### Provided entries
>>
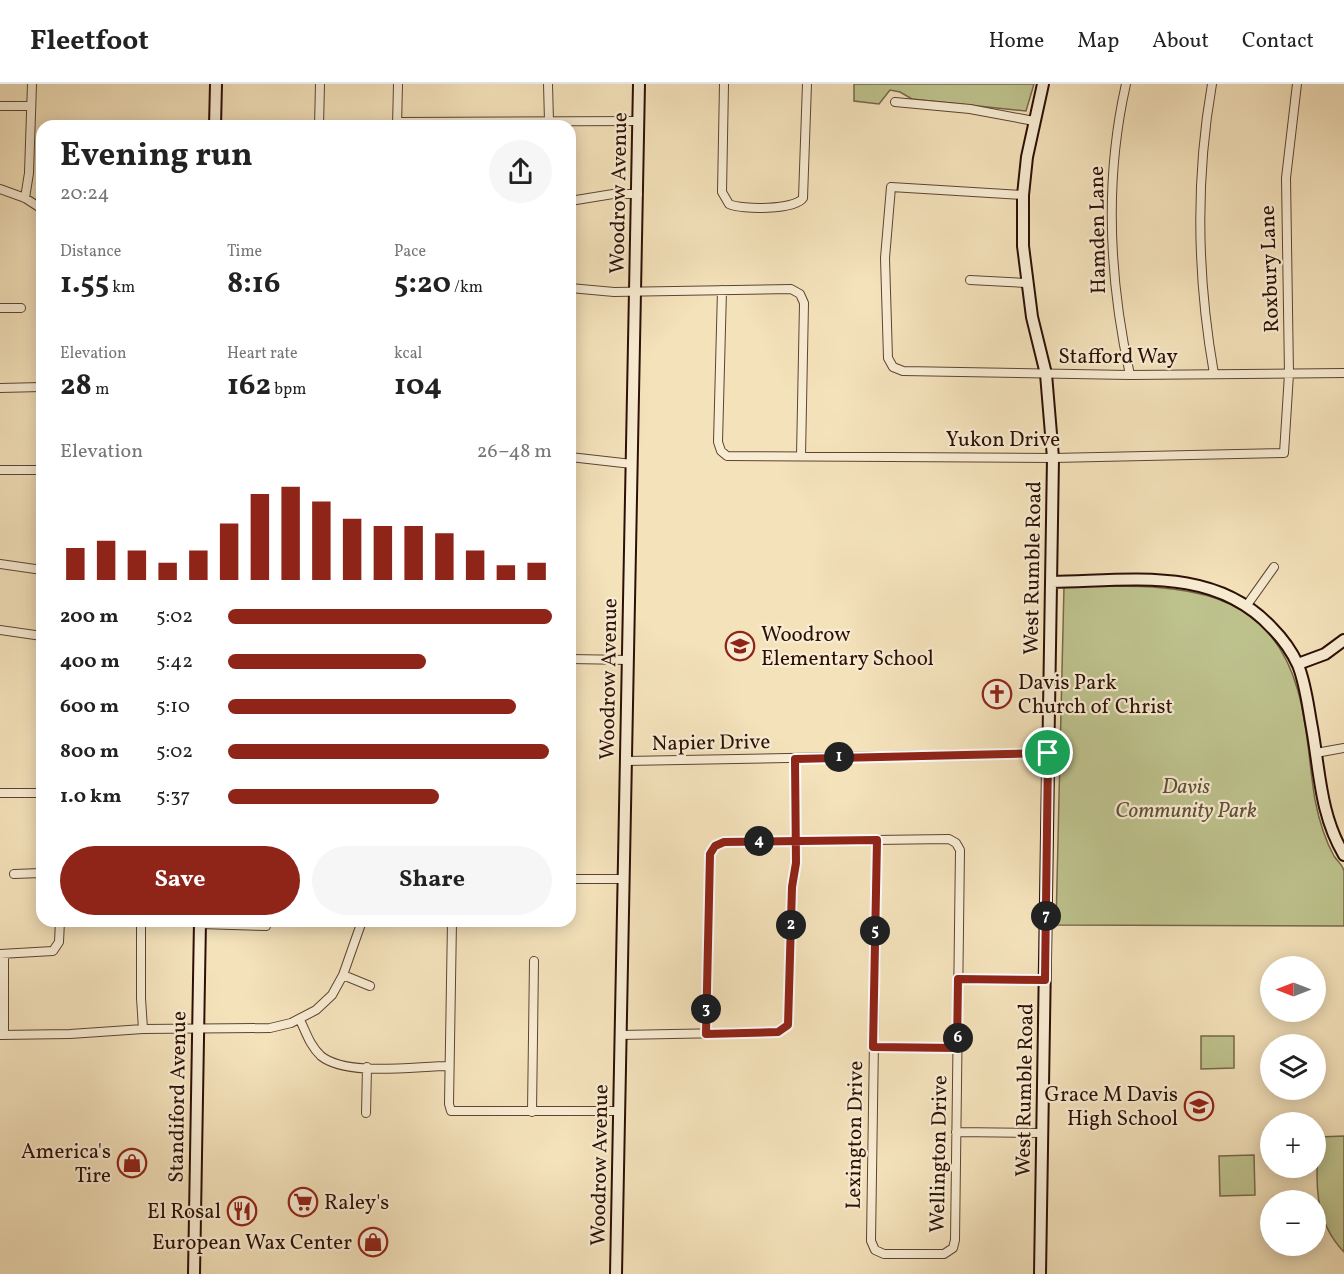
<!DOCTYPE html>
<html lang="en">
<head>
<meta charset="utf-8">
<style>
	:root { --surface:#fff; --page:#f6f6f6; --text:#222; --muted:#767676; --line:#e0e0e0; --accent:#8f2418 }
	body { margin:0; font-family:Vollkorn,serif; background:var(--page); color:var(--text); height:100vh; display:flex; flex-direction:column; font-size:22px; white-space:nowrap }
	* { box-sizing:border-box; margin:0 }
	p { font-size:20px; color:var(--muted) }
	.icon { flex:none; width:33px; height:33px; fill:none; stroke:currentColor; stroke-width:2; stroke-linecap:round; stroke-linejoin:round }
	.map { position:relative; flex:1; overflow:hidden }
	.panel { position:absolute; left:36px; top:36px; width:540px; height:807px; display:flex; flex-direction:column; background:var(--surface); border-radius:18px; box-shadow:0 3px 15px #0003 }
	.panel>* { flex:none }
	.needle { width:39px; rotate:270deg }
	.fabs { position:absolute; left:1260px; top:872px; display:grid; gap:12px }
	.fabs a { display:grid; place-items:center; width:66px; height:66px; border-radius:50%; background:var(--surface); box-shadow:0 3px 15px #0003; font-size:30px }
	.pin { position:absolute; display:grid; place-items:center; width:51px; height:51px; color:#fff; margin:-26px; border:3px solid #fff; border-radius:50%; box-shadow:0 2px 6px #0007 }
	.km { position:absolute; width:30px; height:30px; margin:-15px; border-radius:50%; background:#222; color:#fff; font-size:16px; line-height:30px; text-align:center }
	.round { display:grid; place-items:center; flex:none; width:63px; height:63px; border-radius:32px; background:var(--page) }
	.headline { display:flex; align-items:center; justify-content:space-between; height:102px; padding:0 24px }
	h1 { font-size:33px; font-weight:700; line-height:45px }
	.stats { display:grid; grid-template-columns:repeat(3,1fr); gap:9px; height:102px; padding:6px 24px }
	.stats div { display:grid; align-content:center }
	.stats b { font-size:30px; font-weight:700 }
	.stats small { font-size:16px; font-weight:400 }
	.stats p { font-size:16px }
	.chart { height:168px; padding:12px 24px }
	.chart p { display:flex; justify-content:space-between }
	.chart svg { width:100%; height:108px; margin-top:6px; stroke:var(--accent); stroke-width:6 }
	.button { display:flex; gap:12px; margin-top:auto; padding:12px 24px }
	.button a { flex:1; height:69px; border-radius:36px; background:var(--accent); color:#fff; font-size:24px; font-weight:700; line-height:69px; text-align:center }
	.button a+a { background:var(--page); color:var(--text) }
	ul { padding:0 24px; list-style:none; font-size:20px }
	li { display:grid; grid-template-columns:96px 72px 1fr; align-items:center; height:45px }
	li i { height:15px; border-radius:8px; background:var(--accent) }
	header { display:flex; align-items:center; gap:36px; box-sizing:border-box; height:84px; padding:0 30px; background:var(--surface); border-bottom:2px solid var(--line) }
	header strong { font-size:28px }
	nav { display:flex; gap:33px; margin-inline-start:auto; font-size:21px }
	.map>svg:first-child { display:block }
</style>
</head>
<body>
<header>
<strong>Fleetfoot</strong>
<nav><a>Home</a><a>Map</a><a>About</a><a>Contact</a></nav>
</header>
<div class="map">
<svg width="1344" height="1190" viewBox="0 0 1344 1190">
	<rect width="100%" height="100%" fill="#f4e2bb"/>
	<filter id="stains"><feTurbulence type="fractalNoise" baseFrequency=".00333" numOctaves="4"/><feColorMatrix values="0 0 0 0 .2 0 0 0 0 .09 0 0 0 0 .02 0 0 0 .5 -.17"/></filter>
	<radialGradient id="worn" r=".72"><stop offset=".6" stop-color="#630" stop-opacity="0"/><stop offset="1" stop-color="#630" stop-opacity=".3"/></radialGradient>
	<path fill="#bec38e" stroke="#75694a" stroke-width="1.5" d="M854 0H1034L1026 27 912 15 900 8 890 6 879 20 854 17Z
		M1064 502C1161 503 1265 490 1298 607 1308 642 1309 680 1315 716 1319 736 1324 754 1334 772 1337 777 1343 781 1344 787 1344 804 1344 824 1344 842L1056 841Z
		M1201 952H1234V984L1201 985Z
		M1344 1052V1168C1312 1135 1316 1095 1319 1053Z
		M1254 1071 1255 1111 1220 1112 1219 1072Z"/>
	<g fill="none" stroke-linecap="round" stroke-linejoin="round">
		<g stroke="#5e4432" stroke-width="10">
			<path id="street" d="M548 0 549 37
				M724 0 722 108 729 120C742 126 795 126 803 114L807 0
				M1126 0C1104 97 1109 195 1130 291
				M1212 0C1195 97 1197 193 1214 290
				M895 18 970 25 1034 37
				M0 22H31
				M397 38 639 37
				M319 42 320 0
				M397 42 398 0
				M0 105 25 114 42 125
				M1023 111 891 103 885 174 888 274 893 283 903 287 1130 291 1344 289
				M25 114 29 89 32 0
				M570 117 613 110H638
				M970 196 1026 199
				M570 204 614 208 791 205 800 210 804 219 801 372
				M722 206 718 358 721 367 727 372 1053 374 1284 369 1289 290 1286 94 1297 0
				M0 224H21
				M0 304 42 303
				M570 373 632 380
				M0 386H42
				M0 480 42 486
				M1247 521 1274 483
				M0 546 42 552
				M570 575 628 576
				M1316 669 1344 664
				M626 677 1048 669
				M0 709H42
				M14 790 42 789
				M570 795H624
				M141 837V914L143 945
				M452 837 449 1020 451 1027H619
				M200 840 266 842
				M0 870 53 867 59 858 60 837
				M4 870V951
				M343 891 370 902
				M958 895 1045 896
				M300 936C306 948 310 962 321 972 347 993 416 982 449 982
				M706 950 710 770 715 762 724 758 949 755 956 759 960 766 955 1156 953 1164 944 1170H884L875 1166 871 1157 877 756
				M0 951 70 950 143 945 270 944 291 939 316 926 332 911 343 891 362 837
				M620 951 778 948 788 941 792 803 796 779 795 675
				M873 963 957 964
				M532 1028 534 877
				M366 1029 367 983
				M956 1048 1042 1049"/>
		</g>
		<g stroke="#2c0f05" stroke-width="14">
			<path id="secondary" d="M215 42 216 0
				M1052 498C1128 497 1214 481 1272 544 1282 554 1292 568 1298 581 1306 601 1308 623 1312 644 1320 689 1320 730 1344 771
				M1298 580 1325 570 1344 556
				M194 1190 200 837
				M616 1190 639 0
				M1040 1190 1053 374 1046 290 1032 233 1023 162V111L1027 73 1043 0"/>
		</g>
		<use href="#street" stroke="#f8ecd3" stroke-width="8"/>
		<use href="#secondary" stroke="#f8ecd3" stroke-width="10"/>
	</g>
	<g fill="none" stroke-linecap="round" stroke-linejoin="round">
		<g stroke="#fff" stroke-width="12">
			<path id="route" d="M1048 669 795 675 796 779 792 803 788 941 778 948 706 950 710 770 715 762 724 758 877 756 873 963 957 964 958 895 1045 896 1048 669"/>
		</g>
		<use href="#route" stroke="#8f2418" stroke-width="8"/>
	</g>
	<defs>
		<g id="school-ring" transform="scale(1.5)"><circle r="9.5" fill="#f8ecd3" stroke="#8f2418" stroke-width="1.5"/><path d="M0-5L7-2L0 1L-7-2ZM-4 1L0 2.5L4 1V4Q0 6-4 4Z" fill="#8f2418"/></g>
		<g id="church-ring" transform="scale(1.5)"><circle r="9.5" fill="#f8ecd3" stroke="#8f2418" stroke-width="1.5"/><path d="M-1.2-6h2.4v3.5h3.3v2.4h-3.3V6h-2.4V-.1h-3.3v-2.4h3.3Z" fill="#8f2418"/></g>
		<g id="shop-ring" transform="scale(1.5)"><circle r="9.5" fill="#f8ecd3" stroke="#8f2418" stroke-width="1.5"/><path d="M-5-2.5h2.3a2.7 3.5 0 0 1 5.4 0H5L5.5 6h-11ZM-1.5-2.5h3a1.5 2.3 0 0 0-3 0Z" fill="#8f2418"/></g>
		<g id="supermarket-ring" transform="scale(1.5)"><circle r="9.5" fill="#f8ecd3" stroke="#8f2418" stroke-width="1.5"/><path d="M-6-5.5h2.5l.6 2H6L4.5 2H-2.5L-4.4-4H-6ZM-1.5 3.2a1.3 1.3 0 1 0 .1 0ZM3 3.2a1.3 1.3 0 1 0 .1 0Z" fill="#8f2418"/></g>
		<g id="restaurant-ring" transform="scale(1.5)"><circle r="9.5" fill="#f8ecd3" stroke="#8f2418" stroke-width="1.5"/><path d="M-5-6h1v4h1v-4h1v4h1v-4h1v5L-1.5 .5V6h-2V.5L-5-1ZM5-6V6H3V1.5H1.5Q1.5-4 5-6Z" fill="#8f2418"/></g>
	</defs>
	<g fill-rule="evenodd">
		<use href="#school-ring" x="740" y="562"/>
		<use href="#church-ring" x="997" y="610"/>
		<use href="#school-ring" x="1199" y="1022"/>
		<use href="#shop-ring" x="132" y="1079"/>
		<use href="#supermarket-ring" x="303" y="1118"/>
		<use href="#restaurant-ring" x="242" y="1127"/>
		<use href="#shop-ring" x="373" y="1158"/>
	</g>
	<g text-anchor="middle" stroke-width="4.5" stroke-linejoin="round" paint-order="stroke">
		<g font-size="21" fill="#2c0f05" stroke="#f8ecd3">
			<text transform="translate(618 109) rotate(-89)" y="7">Woodrow Avenue</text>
			<text transform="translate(1097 146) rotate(-91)" y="7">Hamden Lane</text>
			<text transform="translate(1269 185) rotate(-92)" y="7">Roxbury Lane</text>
			<text x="1118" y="279">Stafford Way</text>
			<text x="1003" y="362">Yukon Drive</text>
			<text transform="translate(1032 484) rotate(-89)" y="7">West Rumble Road</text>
			<text transform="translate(608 595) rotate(-89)" y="7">Woodrow Avenue</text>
			<text transform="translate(711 658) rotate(-1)" y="7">Napier Drive</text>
			<text transform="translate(1024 1006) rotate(-89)" y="7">West Rumble Road</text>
			<text transform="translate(177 1013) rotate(-89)" y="7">Standiford Avenue</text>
			<text transform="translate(854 1051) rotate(-89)" y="7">Lexington Drive</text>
			<text transform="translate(938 1070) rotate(-89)" y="7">Wellington Drive</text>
			<text transform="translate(599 1081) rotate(-89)" y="7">Woodrow Avenue</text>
		</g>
		<g font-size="21" fill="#2c0f05" stroke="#f8ecd3" text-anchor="end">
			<text x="761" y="557" text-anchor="start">Woodrow<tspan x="761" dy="24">Elementary School</tspan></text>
			<text x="1018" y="605" text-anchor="start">Davis Park<tspan x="1018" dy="24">Church of Christ</tspan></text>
			<text x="1178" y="1017">Grace M Davis<tspan x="1178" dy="24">High School</tspan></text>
			<text x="111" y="1074">America's<tspan x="111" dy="24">Tire</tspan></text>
			<text x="324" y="1125" text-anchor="start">Raley's</text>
			<text x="221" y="1134">El Rosal</text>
			<text x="352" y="1165">European Wax Center</text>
		</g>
		<g font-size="21" font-style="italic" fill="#5f4e35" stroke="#f8ecd3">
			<text x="1186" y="709">Davis<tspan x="1186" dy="24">Community Park</tspan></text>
		</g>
	</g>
	<rect width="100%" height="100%" filter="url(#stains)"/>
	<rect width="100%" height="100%" fill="url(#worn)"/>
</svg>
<div class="fabs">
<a><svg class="needle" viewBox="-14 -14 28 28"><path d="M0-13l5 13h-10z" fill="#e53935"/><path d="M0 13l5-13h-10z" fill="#767676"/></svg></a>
<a><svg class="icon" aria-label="layers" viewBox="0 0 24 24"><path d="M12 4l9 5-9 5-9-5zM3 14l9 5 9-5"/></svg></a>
<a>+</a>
<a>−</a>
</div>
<div class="pin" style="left:1048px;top:669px;background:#1e9e55"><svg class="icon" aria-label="arrive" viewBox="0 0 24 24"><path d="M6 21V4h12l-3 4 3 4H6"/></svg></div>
<b class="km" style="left:839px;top:673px">1</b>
<b class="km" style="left:791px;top:841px">2</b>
<b class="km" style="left:706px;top:925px">3</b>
<b class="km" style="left:759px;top:757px">4</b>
<b class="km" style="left:875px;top:847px">5</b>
<b class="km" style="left:958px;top:954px">6</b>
<b class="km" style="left:1046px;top:832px">7</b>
<section class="panel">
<div class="headline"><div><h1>Evening run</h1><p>20:24</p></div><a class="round"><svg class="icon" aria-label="share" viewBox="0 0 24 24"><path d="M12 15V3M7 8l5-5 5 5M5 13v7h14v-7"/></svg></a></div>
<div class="stats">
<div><p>Distance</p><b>1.55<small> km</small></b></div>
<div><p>Time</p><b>8:16</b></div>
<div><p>Pace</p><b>5:20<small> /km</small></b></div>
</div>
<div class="stats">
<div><p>Elevation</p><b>28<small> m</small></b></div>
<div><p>Heart rate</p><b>162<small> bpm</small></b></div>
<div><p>kcal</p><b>104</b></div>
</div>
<div class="chart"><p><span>Elevation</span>26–48 m</p>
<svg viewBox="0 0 160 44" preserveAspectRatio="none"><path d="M5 44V31M15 44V28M25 44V32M35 44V37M45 44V32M55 44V21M65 44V9M75 44V6M85 44V12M95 44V19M105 44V22M115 44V22M125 44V25M135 44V32M145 44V38M155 44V37"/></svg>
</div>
<ul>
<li><b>200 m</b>5:02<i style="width:100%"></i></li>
<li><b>400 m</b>5:42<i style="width:61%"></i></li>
<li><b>600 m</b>5:10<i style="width:89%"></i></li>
<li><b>800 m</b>5:02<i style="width:99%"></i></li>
<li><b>1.0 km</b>5:37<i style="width:65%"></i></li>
</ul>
<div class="button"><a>Save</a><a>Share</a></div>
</section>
</div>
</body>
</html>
<<
### Task directions
Begin with the first line of the records and repeat every line up to the one with "display:flex; gap:12px; margin-top:auto;", counting that line too. Pictures are not part of the copy.

### Written solution
<!DOCTYPE html>
<html lang="en">
<head>
<meta charset="utf-8">
<style>
	:root { --surface:#fff; --page:#f6f6f6; --text:#222; --muted:#767676; --line:#e0e0e0; --accent:#8f2418 }
	body { margin:0; font-family:Vollkorn,serif; background:var(--page); color:var(--text); height:100vh; display:flex; flex-direction:column; font-size:22px; white-space:nowrap }
	* { box-sizing:border-box; margin:0 }
	p { font-size:20px; color:var(--muted) }
	.icon { flex:none; width:33px; height:33px; fill:none; stroke:currentColor; stroke-width:2; stroke-linecap:round; stroke-linejoin:round }
	.map { position:relative; flex:1; overflow:hidden }
	.panel { position:absolute; left:36px; top:36px; width:540px; height:807px; display:flex; flex-direction:column; background:var(--surface); border-radius:18px; box-shadow:0 3px 15px #0003 }
	.panel>* { flex:none }
	.needle { width:39px; rotate:270deg }
	.fabs { position:absolute; left:1260px; top:872px; display:grid; gap:12px }
	.fabs a { display:grid; place-items:center; width:66px; height:66px; border-radius:50%; background:var(--surface); box-shadow:0 3px 15px #0003; font-size:30px }
	.pin { position:absolute; display:grid; place-items:center; width:51px; height:51px; color:#fff; margin:-26px; border:3px solid #fff; border-radius:50%; box-shadow:0 2px 6px #0007 }
	.km { position:absolute; width:30px; height:30px; margin:-15px; border-radius:50%; background:#222; color:#fff; font-size:16px; line-height:30px; text-align:center }
	.round { display:grid; place-items:center; flex:none; width:63px; height:63px; border-radius:32px; background:var(--page) }
	.headline { display:flex; align-items:center; justify-content:space-between; height:102px; padding:0 24px }
	h1 { font-size:33px; font-weight:700; line-height:45px }
	.stats { display:grid; grid-template-columns:repeat(3,1fr); gap:9px; height:102px; padding:6px 24px }
	.stats div { display:grid; align-content:center }
	.stats b { font-size:30px; font-weight:700 }
	.stats small { font-size:16px; font-weight:400 }
	.stats p { font-size:16px }
	.chart { height:168px; padding:12px 24px }
	.chart p { display:flex; justify-content:space-between }
	.chart svg { width:100%; height:108px; margin-top:6px; stroke:var(--accent); stroke-width:6 }
	.button { display:flex; gap:12px; margin-top:auto; padding:12px 24px }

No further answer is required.